Earth’s chemical fingerprint could help identify habitable exoplanets
Canadian astronomers have determined Earth's spectral "fingerprint," the characteristics that would indicate whether an exoplanet might have a viable biosphere.
An artist’s impression of Earth-like planets. Image: NASA/ESA/G. Bacon (STScI) Canadian astronomers at McGill University, using satellite data collected over the past decade, have come up with a spectral “fingerprint” of Earth that could be compared to atmospheric signatures from exoplanet transits to help determine their ability to support life.
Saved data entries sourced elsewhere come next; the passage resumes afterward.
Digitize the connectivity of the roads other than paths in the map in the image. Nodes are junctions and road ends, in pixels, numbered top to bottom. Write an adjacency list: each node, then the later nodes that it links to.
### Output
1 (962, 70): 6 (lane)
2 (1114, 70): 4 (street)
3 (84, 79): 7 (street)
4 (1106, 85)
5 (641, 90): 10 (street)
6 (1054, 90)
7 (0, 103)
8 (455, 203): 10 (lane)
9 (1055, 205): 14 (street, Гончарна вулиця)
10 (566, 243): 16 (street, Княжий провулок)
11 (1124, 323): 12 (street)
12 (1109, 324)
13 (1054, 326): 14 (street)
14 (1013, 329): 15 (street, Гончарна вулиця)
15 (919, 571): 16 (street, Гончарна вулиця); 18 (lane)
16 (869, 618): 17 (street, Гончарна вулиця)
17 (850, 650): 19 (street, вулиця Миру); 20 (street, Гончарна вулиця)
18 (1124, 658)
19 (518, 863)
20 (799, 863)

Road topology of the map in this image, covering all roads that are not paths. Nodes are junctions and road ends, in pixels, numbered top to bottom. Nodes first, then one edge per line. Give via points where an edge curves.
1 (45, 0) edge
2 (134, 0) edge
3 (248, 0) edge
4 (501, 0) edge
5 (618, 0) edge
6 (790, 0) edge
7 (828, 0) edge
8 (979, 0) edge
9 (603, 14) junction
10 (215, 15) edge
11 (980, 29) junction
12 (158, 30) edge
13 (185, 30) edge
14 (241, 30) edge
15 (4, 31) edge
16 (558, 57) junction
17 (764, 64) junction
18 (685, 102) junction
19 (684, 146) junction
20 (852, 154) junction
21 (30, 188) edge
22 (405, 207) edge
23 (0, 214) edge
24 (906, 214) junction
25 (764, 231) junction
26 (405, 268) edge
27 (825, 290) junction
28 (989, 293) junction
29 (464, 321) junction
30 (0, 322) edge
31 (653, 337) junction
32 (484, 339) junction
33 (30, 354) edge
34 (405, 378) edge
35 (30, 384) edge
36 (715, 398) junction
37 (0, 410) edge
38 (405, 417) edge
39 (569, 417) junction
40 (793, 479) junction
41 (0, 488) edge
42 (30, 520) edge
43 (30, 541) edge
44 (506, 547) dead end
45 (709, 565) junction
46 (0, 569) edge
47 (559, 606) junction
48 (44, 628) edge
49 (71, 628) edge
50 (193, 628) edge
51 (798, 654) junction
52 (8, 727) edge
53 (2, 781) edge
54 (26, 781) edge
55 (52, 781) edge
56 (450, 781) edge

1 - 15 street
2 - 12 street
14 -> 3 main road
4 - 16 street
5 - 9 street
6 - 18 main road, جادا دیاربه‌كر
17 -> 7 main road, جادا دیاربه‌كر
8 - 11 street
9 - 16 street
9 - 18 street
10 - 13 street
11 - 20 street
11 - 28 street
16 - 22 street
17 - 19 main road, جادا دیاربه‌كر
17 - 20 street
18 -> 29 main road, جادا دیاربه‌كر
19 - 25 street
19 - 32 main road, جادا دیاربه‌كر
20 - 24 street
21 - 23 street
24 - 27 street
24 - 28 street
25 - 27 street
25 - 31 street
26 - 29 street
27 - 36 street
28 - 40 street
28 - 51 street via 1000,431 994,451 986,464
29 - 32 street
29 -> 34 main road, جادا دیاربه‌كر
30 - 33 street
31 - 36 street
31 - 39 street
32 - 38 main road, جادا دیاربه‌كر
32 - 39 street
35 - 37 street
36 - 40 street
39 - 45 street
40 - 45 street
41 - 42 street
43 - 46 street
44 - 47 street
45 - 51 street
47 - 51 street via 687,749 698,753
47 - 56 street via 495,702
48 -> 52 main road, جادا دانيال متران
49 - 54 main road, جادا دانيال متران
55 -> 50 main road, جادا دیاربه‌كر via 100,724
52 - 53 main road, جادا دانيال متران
The infrared transit spectrum shows the presence of key molecules in Earth’s atmosphere that presumably would be present in any viable biosphere, including the simultaneous presence of ozone and methane, which would only be expected from organic sources. “A handful of researchers have tried to simulate Earth’s transit spectrum, but this is the first empirical infrared transit spectrum of Earth,” said Nicolas Cowan, who supervised the research carried out by McGill physics student Evelyn Macdonald. “This is what alien astronomers would see if they observed a transit of Earth.” The study was published in the journal Monthly Notices of the Royal Astronomical Society . It was based on data from the Canadian Space Agency’s SCISAT, a satellite built to study Earth’s ozone layer by monitoring how sunlight passing through the atmosphere is affected by the suspended particles it passes through. Transiting exoplanets pass in front of their host stars as viewed from Earth. By carefully monitoring the spectra of starlight passing through the atmosphere of an exoplanet, astronomers can, in theory, identify specific elements. NASA’s James Webb Space Telescope will be sensitive enough to detect carbon dioxide and water vapour in the atmospheres of relatively nearby exoplanets like those in the TRAPPIST-1 system some 40 light years from Earth. The telescope may even be able to detect methane and ozone given enough time, making the system a good target to compare with Earth’s spectral fingerprint. “TRAPPIST-1 is a nearby red dwarf star, which makes its planets excellent targets for transit spectroscopy,” said Macdonald. “Also, these planets orbit close to the star, so they transit every few days. Of course, even if one of the planets harbours life, we don’t expect its atmosphere to be identical to Earth’s since the star is so different from the Sun.”